The MRI and MS: Part I: The Basics
As anyone who has MS knows, magnetic resonance imaging (MRIs) of the brain and spinal cord area frequent part of the life of an MS patient. The MRI provides an amazing window of detail into the structure and function of the brain and spinal cord. Although I never practiced medicine prior to the invention of MRIs, I can imagine how difficult it must have been.
As the name implies, the MRI is essentially a giant magnet that gives doctors an amazing view into the structure of the central nervous system. The brain is composed of neurons on the outside of the brain, termed the gray matter. The cables that connect neurons, called axons, form the inner part of the brain, and this is called the white matter. In some MRI sequences, the white matter looks white and the gray matter looks gray. In other sequences, this pattern is reversed. By administrating a contrast agent called gadolinium, areas of active inflammation can be detected. Doctors are able to view the brain from multiple different angles using MRIs. It is important to note, that unlike CT scans, MRIs are not associated with radiation. So unless a person has an allergy to the contrast agent or a metallic implant in their body, MRI scans are entirely safe.
The MRI is an extraordinarily powerful piece of technology. Its ability to allow us to see the brain is comparable in my opinion to a dermatologist using a magnifying glass to conduct a skin exam. In many cases something abnormal will be found, even in completely healthy people. In MS, studies have shown that for every clinical event a patient experiences, the MRI will show five to 10 as many lesions (these are also referred to as plaques). Usually, by the time a patient is diagnosed with MS, the MRI of the brain shows numerous lesions indicating the patient likely had the illness for several years prior to experiencing any clinical symptoms. Although it is technically possible for patients with MS to have a normal MRI, it is extraordinarily rare.

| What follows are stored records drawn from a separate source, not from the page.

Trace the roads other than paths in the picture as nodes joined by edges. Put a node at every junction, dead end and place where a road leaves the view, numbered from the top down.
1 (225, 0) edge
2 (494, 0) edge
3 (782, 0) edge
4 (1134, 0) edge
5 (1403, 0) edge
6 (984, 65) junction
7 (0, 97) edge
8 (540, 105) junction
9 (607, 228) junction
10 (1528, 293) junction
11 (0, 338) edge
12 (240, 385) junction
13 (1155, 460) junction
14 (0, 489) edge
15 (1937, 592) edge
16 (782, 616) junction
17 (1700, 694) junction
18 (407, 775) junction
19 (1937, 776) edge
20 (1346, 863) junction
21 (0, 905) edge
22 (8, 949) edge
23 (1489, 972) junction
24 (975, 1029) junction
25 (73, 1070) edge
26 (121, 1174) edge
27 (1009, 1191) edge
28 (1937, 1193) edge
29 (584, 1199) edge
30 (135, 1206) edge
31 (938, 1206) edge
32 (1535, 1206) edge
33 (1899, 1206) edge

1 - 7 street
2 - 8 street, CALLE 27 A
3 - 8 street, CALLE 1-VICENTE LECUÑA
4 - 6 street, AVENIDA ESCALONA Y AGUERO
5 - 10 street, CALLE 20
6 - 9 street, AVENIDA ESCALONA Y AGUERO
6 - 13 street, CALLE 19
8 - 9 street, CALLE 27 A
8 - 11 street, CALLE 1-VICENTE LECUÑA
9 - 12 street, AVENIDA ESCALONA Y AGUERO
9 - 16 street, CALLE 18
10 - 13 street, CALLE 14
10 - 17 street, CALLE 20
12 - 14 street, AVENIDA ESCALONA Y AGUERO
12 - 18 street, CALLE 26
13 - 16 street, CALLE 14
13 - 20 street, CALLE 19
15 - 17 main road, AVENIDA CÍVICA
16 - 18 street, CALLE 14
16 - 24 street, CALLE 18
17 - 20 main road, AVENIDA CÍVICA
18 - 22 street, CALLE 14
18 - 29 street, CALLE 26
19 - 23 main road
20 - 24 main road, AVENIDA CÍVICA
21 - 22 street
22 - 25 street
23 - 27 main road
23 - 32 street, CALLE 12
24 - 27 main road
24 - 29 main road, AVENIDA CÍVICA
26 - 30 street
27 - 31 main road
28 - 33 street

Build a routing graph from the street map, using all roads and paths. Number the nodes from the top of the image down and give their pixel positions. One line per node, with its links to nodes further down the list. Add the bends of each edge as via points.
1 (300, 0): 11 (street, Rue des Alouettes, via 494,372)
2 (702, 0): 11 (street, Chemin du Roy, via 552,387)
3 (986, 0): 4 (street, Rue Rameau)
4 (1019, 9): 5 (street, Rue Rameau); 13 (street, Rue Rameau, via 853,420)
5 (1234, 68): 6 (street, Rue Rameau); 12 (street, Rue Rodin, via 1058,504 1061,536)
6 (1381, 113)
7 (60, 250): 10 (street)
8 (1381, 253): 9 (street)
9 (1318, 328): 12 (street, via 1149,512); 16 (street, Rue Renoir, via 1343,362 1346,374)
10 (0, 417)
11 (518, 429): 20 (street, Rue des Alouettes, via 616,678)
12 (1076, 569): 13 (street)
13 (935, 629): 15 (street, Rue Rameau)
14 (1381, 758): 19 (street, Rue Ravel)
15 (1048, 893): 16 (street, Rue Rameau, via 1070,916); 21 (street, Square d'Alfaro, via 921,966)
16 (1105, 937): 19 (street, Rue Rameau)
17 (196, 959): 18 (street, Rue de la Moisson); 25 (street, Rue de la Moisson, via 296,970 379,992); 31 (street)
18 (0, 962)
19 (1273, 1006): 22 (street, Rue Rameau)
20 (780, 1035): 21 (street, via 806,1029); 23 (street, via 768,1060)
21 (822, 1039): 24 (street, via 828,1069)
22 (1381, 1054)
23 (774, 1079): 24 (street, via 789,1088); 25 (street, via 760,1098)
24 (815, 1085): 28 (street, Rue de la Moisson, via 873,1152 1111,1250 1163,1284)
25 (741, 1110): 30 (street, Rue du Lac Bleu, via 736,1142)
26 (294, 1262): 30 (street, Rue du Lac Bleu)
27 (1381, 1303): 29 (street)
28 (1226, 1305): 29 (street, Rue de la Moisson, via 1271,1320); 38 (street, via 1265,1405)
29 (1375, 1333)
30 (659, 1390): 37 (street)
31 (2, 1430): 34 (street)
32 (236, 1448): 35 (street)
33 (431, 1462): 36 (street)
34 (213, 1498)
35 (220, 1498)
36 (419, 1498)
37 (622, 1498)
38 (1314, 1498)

Most of the lesions on the MRI can be likened to scars on the skin: they represent areas of old injury. Although they can regress somewhat over time, often once a lesion is present it rarely goes away entirely. As with an old scar, this does not mean that it is causing any active symptoms for the patient. In contrast, some lesions appear bright with the administration of contrast. These lesions can be compared to active, bleeding wounds. They are more common in the earlier stages of the disease, and are often the radiographic correlate of a clinical relapse. Prevention of lesions on the MRI is a major focus of medications in clinical trials, though the degree to which lesions seen on MRI correlate with a patient’s clinical outcome is controversial.
In future posts I will cover the appearance of the MRI in MS and how neurologists use the MRI to treat patients.